Unfortunately, Ebola – and its wide ranging multi-sector impact, has plunged Liberia into limbo, both in terms of economic development and geo-political insecurity.  In 2013, Liberia was among the top 10 countries with the highest GDP growth rate. Its GDP was expected to grow by 5.9% in 2014, but the expected gain has been reversed to 2.5%.

In addition to the enormous and tragic loss of human life, the Ebola epidemic is having devastating effects on the Liberian economy in a variety of essential sectors by halting trade, hurting agriculture and scaring investors. For example:

a) Agriculture accounts for 39% of Liberia's GDP. Disruptions from the outbreak will result in diminishing yields of Liberia's staple food, such as rice and cassava. Prices of these commodities are already increasing exponentially. Such shocks will push inflation to 13% from 7% prior to the Ebola outbreak.

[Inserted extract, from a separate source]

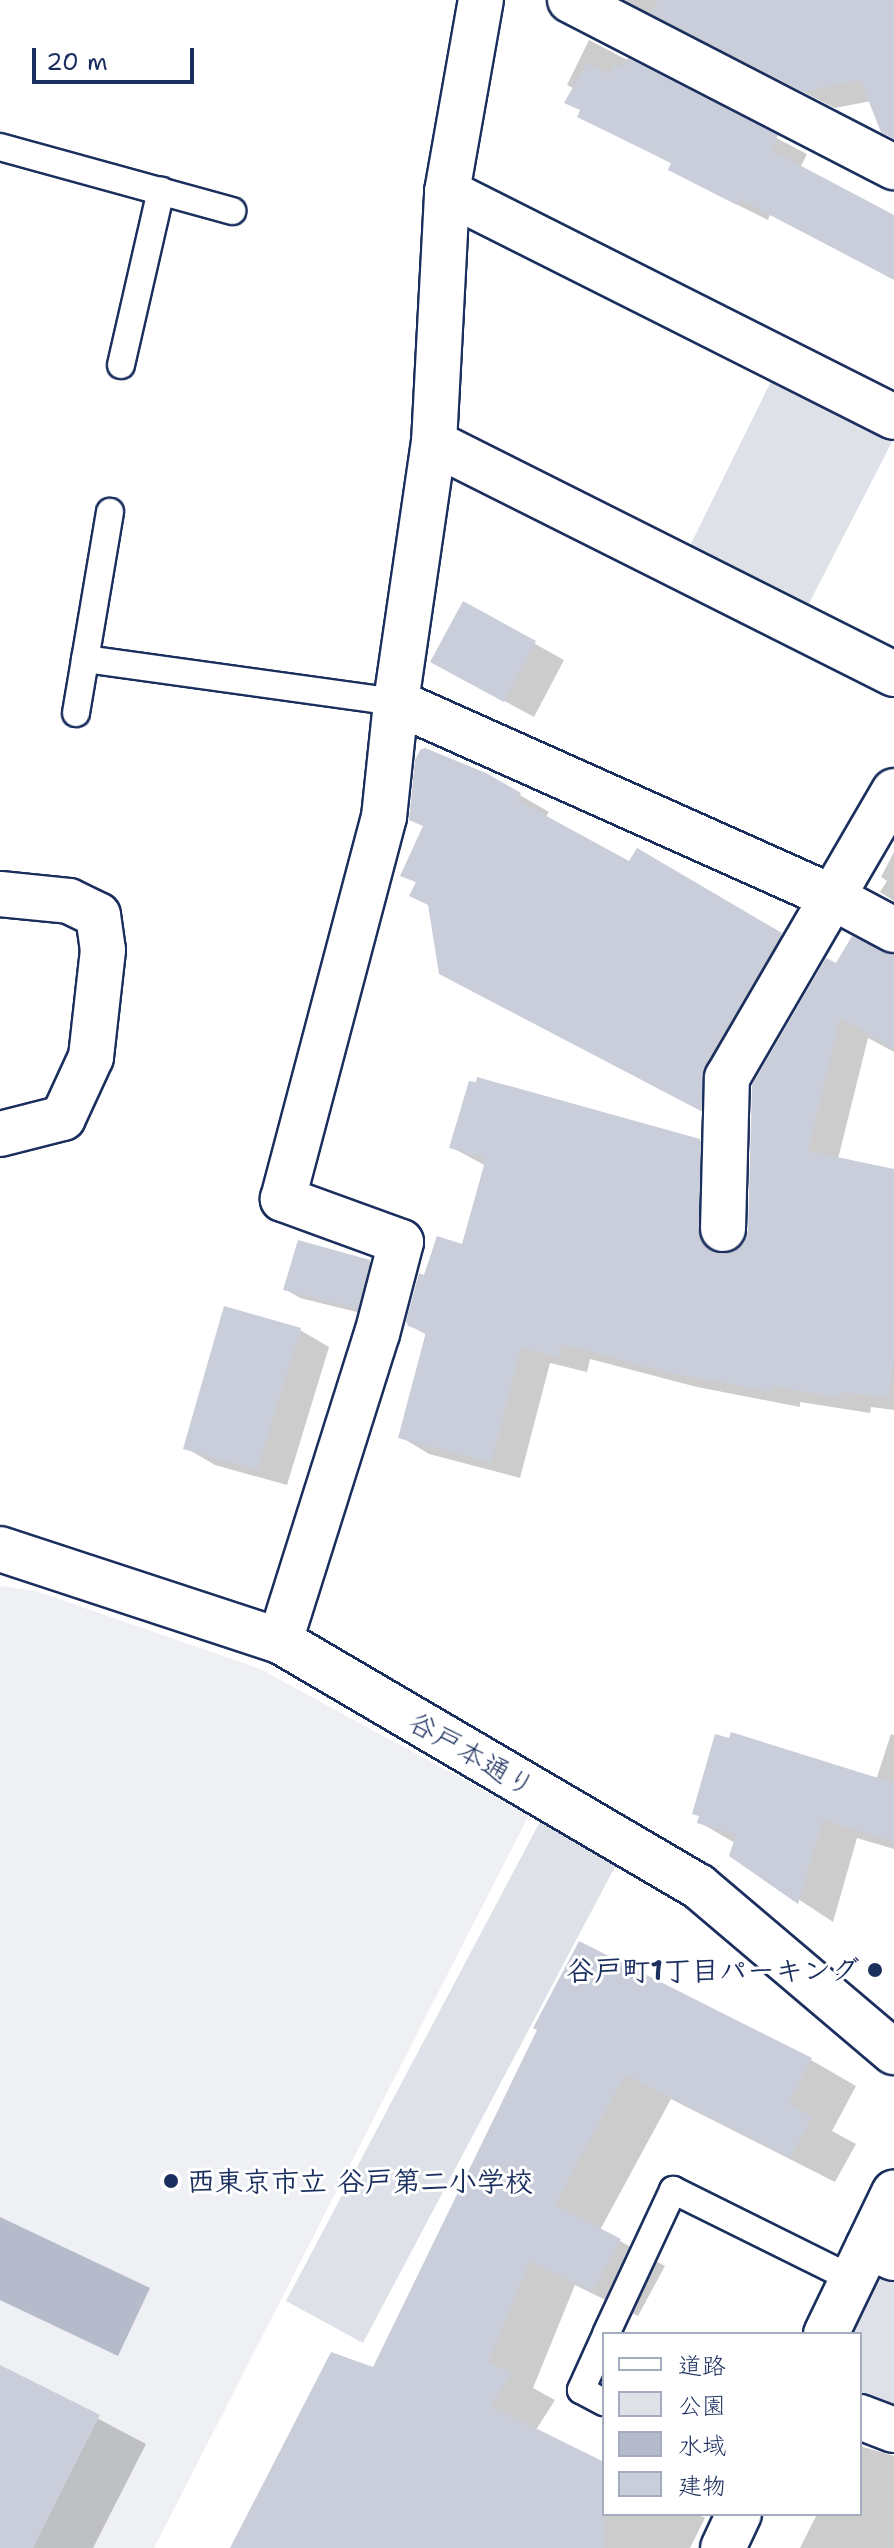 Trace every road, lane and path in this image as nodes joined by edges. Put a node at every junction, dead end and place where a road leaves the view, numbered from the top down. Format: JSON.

b) Mining activity, which constitutes 14% of the economy is decreasing. China Union and ArcelorMittal are scaling down iron ore mining.

 c) Fiscal revenues will decline as limited economic activity reduces revenues from taxes, tariffs and custom duties. At the same time, to resolve the crisis and meet health and security needs of the people, government expenditure will increase, with a short-term fiscal impact of $93 million or 4.7% of GDP.

Dear friends of Liberia,

I have come here therefore, to gain the support that is essential to redevelop Liberia and restore its future.  Liberians are a resilient people – with help they can make it happen. While our immediate focus is on the eradication of the Ebola virus disease, we are equally concerned about post-Ebola recovery programs.

These are the reasons that international aid must be sustained and new investment made for the growth and survival of Liberia:

  • Ebola has made Liberia and the region vulnerable to bio-terrorism.  We have witnessed how bio-terrorism has undermined the security in other parts of the world.
  • The Liberian family, ordinarily strong, responsible, and vibrant, has broken down.  Wage earners have lost their lives.  Children with no extended family are orphaned.  International human traffickers are preying on those women and children without the capacity to maintain themselves or lack of access to the few services currently available to assist them with this life transition.
  • The infrastructure, particularly electricity, is not reliable and operates only a few hours each day, at a rate of 54 cents per kilo watt hour; perhaps, the highest in the world. Investment in solar energy to reduce the strain on the country’s power grid is essential in order to adequately support the containment units being built and restore Liberia’s business community. 
  • It is critical that Liberia and its neighboring countries develop the capacity to prevent future epidemics.  Failure to implement a comprehensive strategy to provide effective prevention mechanisms and life saving care not only helps to reduce deaths but ensures the confidence of the population that their government values human life and their family and the prosperity of the country.

With continued help from the United States, people like you, and the donor community, frustration and civil disobedience and outside agitation will be stemmed. 

          Finally, ladies and gentlemen, friends of Liberia, the take away message today is that:

  • We are not asking you to feel sorry for Liberia or to view it as a “basket case”.  We are asking you to believe in Liberia and value its history as an important U.S. ally
  • We are asking you to realize that unless the Ebola virus gets under control, the country is vulnerable for violence and discontent – and if that in fact occurs the country is destined for generations of poverty and will be ripe for crisis.
  • If just every third person in this room is willing to contribute even one box of medical gloves, and companies take a risk with us to invest in Liberia’s private sector, the next time I address you I will be presenting a positive, encouraging report on Liberia’s resurgence.

           Thank you for being concerned enough about this crisis to attend today.